As we plan using Github Actions for pushing deployments to our Octopus server, we’ve experienced some issues using OctopusDeploy/push-package-action@v3.
When running this action on our self-hosted runners, we get an error message saying “Error: unable to get local issuer certificate”. This happens even if our root certificate is installed at the internal runners. Furthermore we’ve tested this using an action curl’ing the Octopus server, without finding any issues.
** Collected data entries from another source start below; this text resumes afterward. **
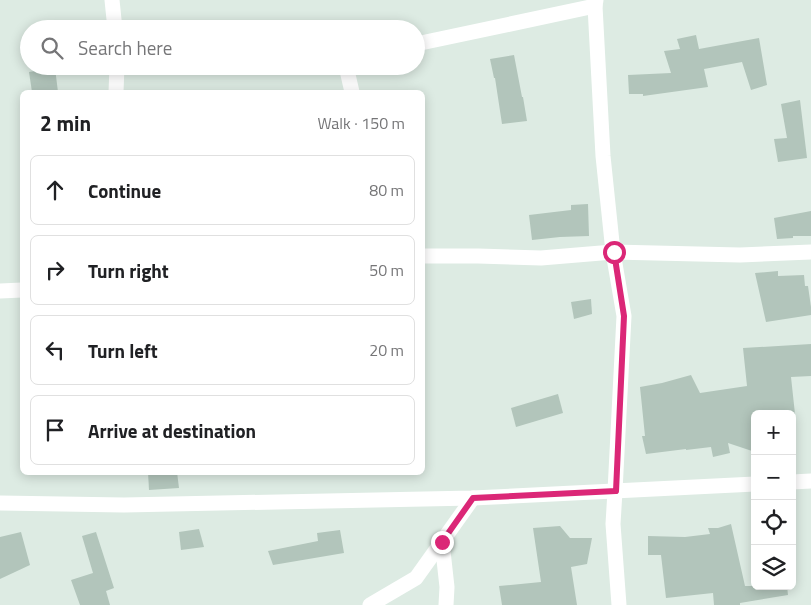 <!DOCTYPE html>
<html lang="en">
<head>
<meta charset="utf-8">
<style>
  body { margin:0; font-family:"Titillium Web",sans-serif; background:#f2f2f2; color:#202124 }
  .controls { position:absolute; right:15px; bottom:15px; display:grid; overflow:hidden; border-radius:8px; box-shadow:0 2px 12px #0003 }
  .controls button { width:45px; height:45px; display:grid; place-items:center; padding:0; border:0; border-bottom:1px solid #e0e0e0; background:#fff; color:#202124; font:25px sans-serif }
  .stop { position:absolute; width:15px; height:15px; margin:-11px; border:4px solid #db2777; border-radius:50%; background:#fff }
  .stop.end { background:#db2777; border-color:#fff; box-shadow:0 1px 5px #0008 }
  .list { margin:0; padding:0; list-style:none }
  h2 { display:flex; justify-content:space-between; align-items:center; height:65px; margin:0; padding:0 20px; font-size:21px }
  h2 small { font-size:16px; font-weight:400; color:#757577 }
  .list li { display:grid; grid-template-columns:32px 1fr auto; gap:15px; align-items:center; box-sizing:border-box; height:70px; margin:0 10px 10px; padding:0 10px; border:1px solid #e0e0e0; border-radius:8px }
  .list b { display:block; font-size:19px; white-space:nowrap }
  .list em { font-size:16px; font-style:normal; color:#757577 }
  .icon { flex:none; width:28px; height:28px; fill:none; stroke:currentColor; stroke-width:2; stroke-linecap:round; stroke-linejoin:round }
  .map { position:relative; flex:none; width:811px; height:605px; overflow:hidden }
  .search { position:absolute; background:#fff; box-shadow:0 2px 12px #0003; left:20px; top:20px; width:405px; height:55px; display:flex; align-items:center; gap:12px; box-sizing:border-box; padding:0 18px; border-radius:28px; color:#757577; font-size:19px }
  .panel { position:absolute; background:#fff; box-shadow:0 2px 12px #0003; left:20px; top:90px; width:405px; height:385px; border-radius:8px }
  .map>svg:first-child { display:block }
  .building { fill:#b2c5bb }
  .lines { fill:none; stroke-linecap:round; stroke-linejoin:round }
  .minor { stroke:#fff; stroke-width:15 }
  .route { stroke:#db2777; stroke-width:6 }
</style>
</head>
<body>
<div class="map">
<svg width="811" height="605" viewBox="0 0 811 605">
  <rect width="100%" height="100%" fill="#ddebe3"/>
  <!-- building -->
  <g class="building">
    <path d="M696,35l3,14 60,-11 8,47 -16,5 -9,-28 -38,7 4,18 -65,9v-2h-14l-1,-19 43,-2 -7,-22 16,-2 -3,-10z"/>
    <path d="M514,55l8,42h1l4,24 -25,3 -7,-46h-1l-4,-19z"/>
    <path d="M55,68l3,24h-26l-3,-20z"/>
    <path d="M800,100l7,58 -29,4 -4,-23 13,-1 -6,-34z"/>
    <path d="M588,204l1,32 -29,1 -28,3 -3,-25 42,-5v-5z"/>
    <path d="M811,211v25h-18v2l-16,1 -3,-21z"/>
    <path d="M778,271v5l26,-1 1,11h3l3,21v8l-45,7 -11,-49z"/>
    <path d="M591,299l1,15 -18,5 -3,-17z"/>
    <path d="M811,344v32l-20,1 4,37h-40v38l-27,-9 2,10 -17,4 -2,-10 -25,3v-1l-40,5 -4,-18h3l-5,-49 22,-4 29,-8 9,18 47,-7 -4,-38z"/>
    <path d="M558,394l5,19 -47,14 -5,-19z"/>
    <path d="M148,472h29l2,16 -30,2z"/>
    <path d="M731,524l14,62h42l1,9 -48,8v2h-26l-1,-12 -47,5 -5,-43h-13v-19l37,1 25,-3 -2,-6h10z"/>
    <path d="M560,526l10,12h22l-5,26 -16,3 6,38h-75l-3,-19 42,-4 -8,-54z"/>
    <path d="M199,529l5,18 -23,3 -2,-18z"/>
    <path d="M340,530l4,23 -71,12 -5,-14 50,-10 -1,-8z"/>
    <path d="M21,532l9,33 -30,14v-42z"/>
    <path d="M96,532l18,56 -8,3 4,14h-30l-9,-25 22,-7 -11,-37z"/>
  </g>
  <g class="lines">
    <!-- minor -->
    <g class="minor">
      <path d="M112,0l3,29"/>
      <path d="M596,0l-1,6 8,150 10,96 11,64 -9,175 -2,33 6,81"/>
      <path d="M416,44l179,-38"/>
      <path d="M346,66l6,26"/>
      <path d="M116,92l1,-26"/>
      <path d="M422,256h56l63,2 72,-6 127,3 71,-3"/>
      <path d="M0,291l22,-1"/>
      <path d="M792,482l19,-1"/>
      <path d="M0,503l124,2 349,-7 282,-14"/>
      <path d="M442,542l5,45 -1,18"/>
      <path d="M370,605l46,-27 57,-80"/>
    </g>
  </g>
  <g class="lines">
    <!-- route -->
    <path class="route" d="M442,542l31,-44 143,-7 8,-175 -10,-64"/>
  </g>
</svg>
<div class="controls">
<button>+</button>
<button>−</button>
<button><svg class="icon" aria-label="locate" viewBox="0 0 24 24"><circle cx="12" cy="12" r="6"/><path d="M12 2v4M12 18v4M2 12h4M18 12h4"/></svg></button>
<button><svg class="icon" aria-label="layers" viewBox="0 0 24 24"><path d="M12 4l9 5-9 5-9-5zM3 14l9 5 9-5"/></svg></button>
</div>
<div class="stop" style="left:614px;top:252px"></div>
<div class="stop end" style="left:442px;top:542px"></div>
<div class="search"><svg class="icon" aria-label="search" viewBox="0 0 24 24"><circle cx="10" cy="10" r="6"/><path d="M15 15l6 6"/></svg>Search here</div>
<section class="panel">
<h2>2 min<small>Walk · 150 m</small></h2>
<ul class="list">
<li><svg class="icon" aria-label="ahead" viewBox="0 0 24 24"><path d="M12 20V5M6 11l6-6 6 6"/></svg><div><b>Continue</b></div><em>80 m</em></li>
<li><svg class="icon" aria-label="right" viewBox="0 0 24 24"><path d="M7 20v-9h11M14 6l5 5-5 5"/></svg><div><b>Turn right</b></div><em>50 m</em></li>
<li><svg class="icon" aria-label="left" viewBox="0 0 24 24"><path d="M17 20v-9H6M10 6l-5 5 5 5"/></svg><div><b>Turn left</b></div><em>20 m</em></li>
<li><svg class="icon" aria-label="arrive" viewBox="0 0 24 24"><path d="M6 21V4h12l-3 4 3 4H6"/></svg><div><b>Arrive at destination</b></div></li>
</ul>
</section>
</div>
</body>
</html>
Finally I’ve tested v1 of the same action, and this works fine, also if I set ignore_ssl_errors to false. (No other parameters changed.)
Questions:
Are there any differenses in the way v1 and v3 handles SSL certificates?
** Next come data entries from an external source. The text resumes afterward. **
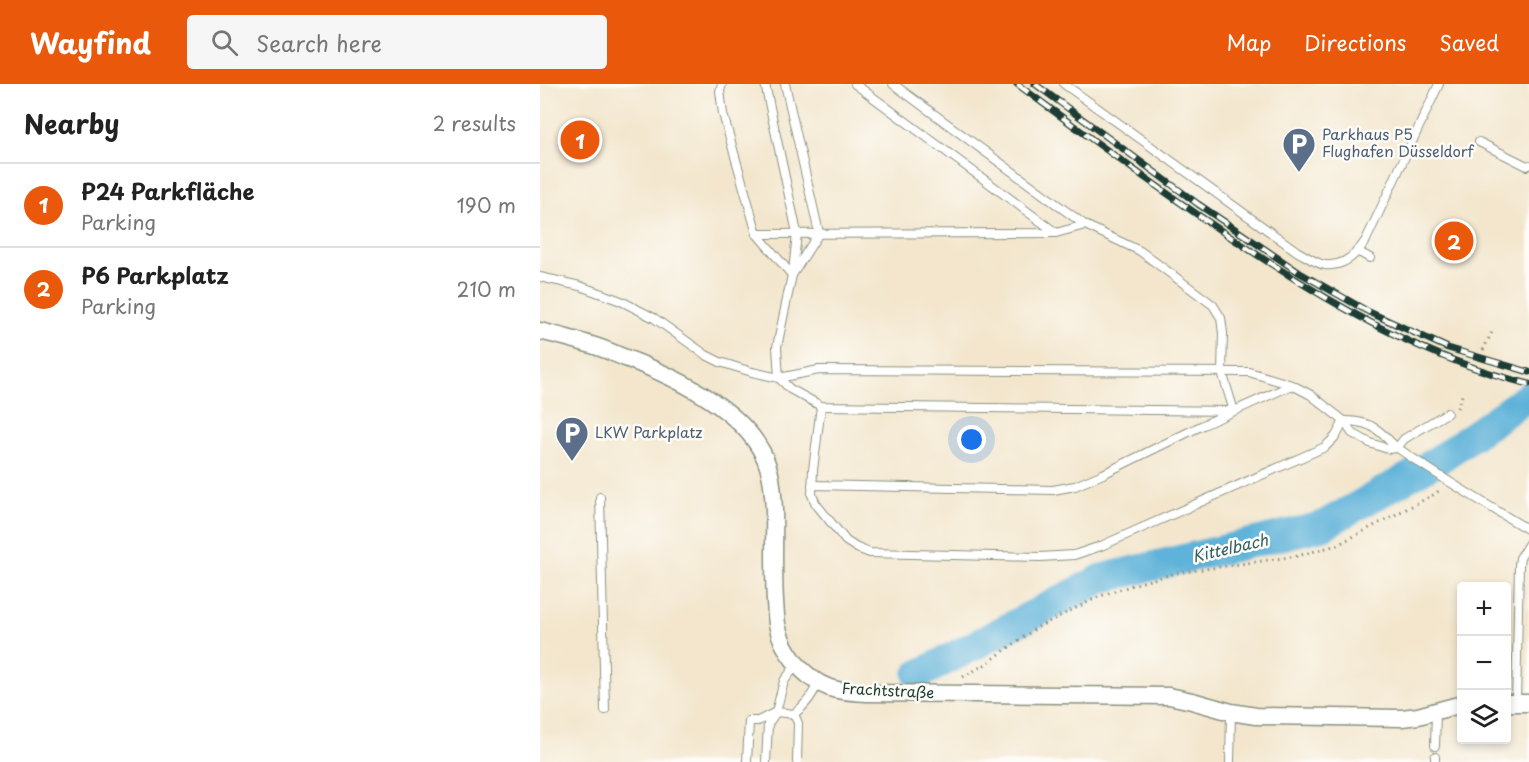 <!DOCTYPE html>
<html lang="en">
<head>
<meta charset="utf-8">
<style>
	body { margin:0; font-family:"Playpen Sans",sans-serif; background:#f6f6f6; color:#222 }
	.controls { position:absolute; right:18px; bottom:18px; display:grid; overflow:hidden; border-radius:6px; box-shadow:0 3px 9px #0003 }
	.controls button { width:54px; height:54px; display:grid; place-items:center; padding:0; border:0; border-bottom:2px solid #e0e0e0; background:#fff; color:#222; font:30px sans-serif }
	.you { position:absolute; left:432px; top:356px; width:21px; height:21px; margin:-15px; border:4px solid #fff; border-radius:50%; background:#1a73e8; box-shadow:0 0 0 9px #1a73e833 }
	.badge { display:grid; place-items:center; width:39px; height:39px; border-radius:50%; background:#ea580c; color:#fff; font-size:20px; font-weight:700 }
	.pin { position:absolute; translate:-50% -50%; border:3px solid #fff; box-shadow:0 2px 6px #0006 }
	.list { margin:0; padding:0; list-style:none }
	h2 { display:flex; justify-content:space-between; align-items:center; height:78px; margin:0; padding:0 24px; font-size:26px }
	h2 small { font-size:20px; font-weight:400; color:#767676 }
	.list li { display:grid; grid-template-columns:39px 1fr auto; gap:18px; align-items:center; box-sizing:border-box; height:84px; padding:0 24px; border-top:2px solid #e0e0e0 }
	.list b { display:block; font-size:22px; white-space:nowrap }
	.list p { margin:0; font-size:20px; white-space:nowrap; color:#767676 }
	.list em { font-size:20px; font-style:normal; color:#767676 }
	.icon { flex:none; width:33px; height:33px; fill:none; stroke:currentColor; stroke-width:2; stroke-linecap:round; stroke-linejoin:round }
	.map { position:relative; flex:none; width:989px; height:678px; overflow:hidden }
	header { display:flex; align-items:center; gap:36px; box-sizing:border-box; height:84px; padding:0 30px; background:#ea580c; color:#fff }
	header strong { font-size:28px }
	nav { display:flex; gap:33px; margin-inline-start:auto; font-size:21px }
	.search { width:420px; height:54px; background:#f6f6f6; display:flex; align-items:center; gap:15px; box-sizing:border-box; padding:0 21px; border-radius:6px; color:#767676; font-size:22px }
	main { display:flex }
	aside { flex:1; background:#fff }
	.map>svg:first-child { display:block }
</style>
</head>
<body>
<header>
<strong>Wayfind</strong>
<div class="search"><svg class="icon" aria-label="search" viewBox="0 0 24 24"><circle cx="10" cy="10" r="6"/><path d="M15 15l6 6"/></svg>Search here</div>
<nav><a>Map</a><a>Directions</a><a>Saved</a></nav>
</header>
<main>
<aside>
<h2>Nearby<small>2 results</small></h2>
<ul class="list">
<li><span class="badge">1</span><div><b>P24 Parkfläche</b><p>Parking</p></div><em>190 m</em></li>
<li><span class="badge">2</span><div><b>P6 Parkplatz</b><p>Parking</p></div><em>210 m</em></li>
</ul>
</aside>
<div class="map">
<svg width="989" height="678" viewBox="0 0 989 678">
	<rect width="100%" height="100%" fill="#fdfcf7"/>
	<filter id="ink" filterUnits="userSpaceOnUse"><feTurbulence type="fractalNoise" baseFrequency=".0167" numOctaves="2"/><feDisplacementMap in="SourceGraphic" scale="12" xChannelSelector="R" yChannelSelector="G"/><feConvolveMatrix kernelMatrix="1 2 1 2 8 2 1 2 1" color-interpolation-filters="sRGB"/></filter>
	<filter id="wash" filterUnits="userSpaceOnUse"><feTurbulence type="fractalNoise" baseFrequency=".008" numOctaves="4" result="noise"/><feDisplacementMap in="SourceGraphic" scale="24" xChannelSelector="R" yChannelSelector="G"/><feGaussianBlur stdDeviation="1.35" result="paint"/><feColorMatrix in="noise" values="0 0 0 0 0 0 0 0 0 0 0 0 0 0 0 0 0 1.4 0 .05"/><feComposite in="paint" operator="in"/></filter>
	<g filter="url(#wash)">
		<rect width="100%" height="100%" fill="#f3e6cd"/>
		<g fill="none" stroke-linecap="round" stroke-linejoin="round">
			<path stroke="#5eb2d9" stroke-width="30" d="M378,591L563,494L782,442L895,378L989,312"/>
		</g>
	</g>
	<g filter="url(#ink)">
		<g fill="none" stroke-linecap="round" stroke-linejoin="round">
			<defs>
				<g id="service">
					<path d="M182,0L180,7L183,30L217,150L252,191"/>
					<path d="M225,0L257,149L253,188"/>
					<path d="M245,0L279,149L252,191L237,263L239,294L279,286L709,288L752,301L771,311L804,337L812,349L830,359L848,365L857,364L864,355L907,329"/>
					<path d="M315,0L515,148"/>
					<path d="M524,0L758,168C766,172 777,180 785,181C804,183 817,170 826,156L899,0"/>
					<path d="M939,58L987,82L989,81"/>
					<path d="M217,150L516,149L545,141"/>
					<path d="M817,167L830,174"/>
					<path d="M0,193L40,202L81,217L114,234L166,271L180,278L212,288L239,294L250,305L281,322L694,327L682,288L683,249L681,234L673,221L600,167L545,141L353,0"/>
					<path d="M281,322L273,386L272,411L276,420L306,457L317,464L330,469L500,473L534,471L561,462L785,363L796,352L804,337"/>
					<path d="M804,337C814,337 822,338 831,342C845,349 848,358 859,365C901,394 945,420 989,446"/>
					<path d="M272,401L513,406L535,402L563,390L663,341L752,301"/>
					<path d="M60,413L65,626"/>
					<path d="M976,619L979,481L980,474L989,459"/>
					<path d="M254,630L258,639L257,678"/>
					<path d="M895,662L896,628"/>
					<path d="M207,678L209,637H218L236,628L254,630C266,621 273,612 278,598"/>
					<path d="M226,678L228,640L236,628L244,597L257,580"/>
					<path d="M690,678L691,628"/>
					<path d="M895,678V673"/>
				</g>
				<g id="minor">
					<path d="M0,247C16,251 33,255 48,260C60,263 71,268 83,273C131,291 197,321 222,368C232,387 233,406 234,426C235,463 232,502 237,540C242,567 264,595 290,604C301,608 314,608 326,609L629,612L652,617L691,628L716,632L862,634L878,632L922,620"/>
					<path d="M966,619H989"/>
				</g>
			</defs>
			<use href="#service" stroke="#899280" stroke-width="10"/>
			<use href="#minor" stroke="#899280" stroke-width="19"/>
			<g stroke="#899280" stroke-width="3" stroke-dasharray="1.5 4.5" stroke-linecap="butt">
				<path d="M943,266L953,246"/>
				<path d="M917,324L923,309"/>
				<path d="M423,593L446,580L496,544L560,512L599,499L636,489L757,472L797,461L895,410L901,405"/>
			</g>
			<use href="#service" stroke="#fff" stroke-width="8"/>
			<use href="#minor" stroke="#fff" stroke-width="16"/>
			<defs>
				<g id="rail">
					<path d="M477,0C553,56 628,112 707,164C794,222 886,275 989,300"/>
					<path d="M495,0L658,120L760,189L829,228L908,264L989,288"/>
				</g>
			</defs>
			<use href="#rail" stroke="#1f3d34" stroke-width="7"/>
			<use href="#rail" stroke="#fdfcf7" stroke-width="4.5" stroke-dasharray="14" stroke-linecap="butt"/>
		</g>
	</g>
	<defs>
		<symbol id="parking-pin" viewBox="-11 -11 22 30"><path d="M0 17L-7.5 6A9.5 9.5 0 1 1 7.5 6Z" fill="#5c6f8a" stroke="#fdfcf7"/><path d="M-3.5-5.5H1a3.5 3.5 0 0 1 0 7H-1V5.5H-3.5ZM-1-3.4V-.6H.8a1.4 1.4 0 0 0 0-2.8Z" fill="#fff"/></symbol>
	</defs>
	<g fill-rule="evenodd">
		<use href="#parking-pin" x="740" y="41" width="38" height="52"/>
		<use href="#parking-pin" x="13" y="330" width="38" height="52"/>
	</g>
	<g text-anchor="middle" stroke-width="5" stroke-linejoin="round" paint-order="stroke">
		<g font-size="15" fill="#4e5e75" stroke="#fdfcf7" text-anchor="start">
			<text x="782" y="56">Parkhaus P5<tspan x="782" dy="17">Flughafen Düsseldorf</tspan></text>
			<text x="55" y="354">LKW Parkplatz</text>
		</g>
		<g font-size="15" fill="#1f3d34" stroke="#fdfcf7">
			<text transform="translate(348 607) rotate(3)" y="5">Frachtstraße</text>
		</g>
		<g font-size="16" font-style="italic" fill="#326066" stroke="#fdfcf7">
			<text transform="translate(690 464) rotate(-13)" y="6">Kittelbach</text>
		</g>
	</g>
</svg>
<div class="controls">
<button>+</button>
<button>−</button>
<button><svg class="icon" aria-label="layers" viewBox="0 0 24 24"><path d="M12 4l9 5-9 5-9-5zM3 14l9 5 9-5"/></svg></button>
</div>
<div class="you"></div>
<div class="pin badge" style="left:40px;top:56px">1</div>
<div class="pin badge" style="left:914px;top:157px">2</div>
</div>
</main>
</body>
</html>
Do you have any suggestions for how to trouble shoot this?
Will I be fine using v1 instead of v3, or will the old version be deprecated any time soon?
Thanks for reaching out and welcome to the forums!
Are there any differenses in the way v1 and v3 handles SSL certificates?
I would need to reach out to the developers and get an answer on this one.
Do you have any suggestions for how to trouble shoot this?
This will ultimately come down to a network/cert issue between the GHA agent and the Octopus Server. Is it a dynamic GitHub agent, or one of your own?
Will I be fine using v1 instead of v3, or will the old version be deprecated any time soon?
For push package, I think you are fine to use v1 for the forseeable future. This is a wrapper for octo.exe, which you either have on the agent already or are installing earlier in your GHA workflow, so most of the functionality will come from the version of octo.exe you’re using.
That being said, you might run into similar issues with other Octopus plugin steps that don’t have older versions like Push Build Information.
Looking forward to hearing back on whether its your agent or not.
Thanks a lot for the quick reply. Sorry for beeing unclear about the Github Runners. These jobs are run on our own runners, in order for them to reach the in-house Octopus deploy server.
I did get confirmation that v1 and v3 are completely different in terms of SSL handling.
They recommend troubleshooting by using this command openssl s_client -CApath /etc/ssl/certs/ -connect youroctopus.com:443
You can continue to use v1 of the step, but as mentioned before, you will likely want to get this fixed long term at some point as there might be new step types or new versions of steps that might require this to work without issue.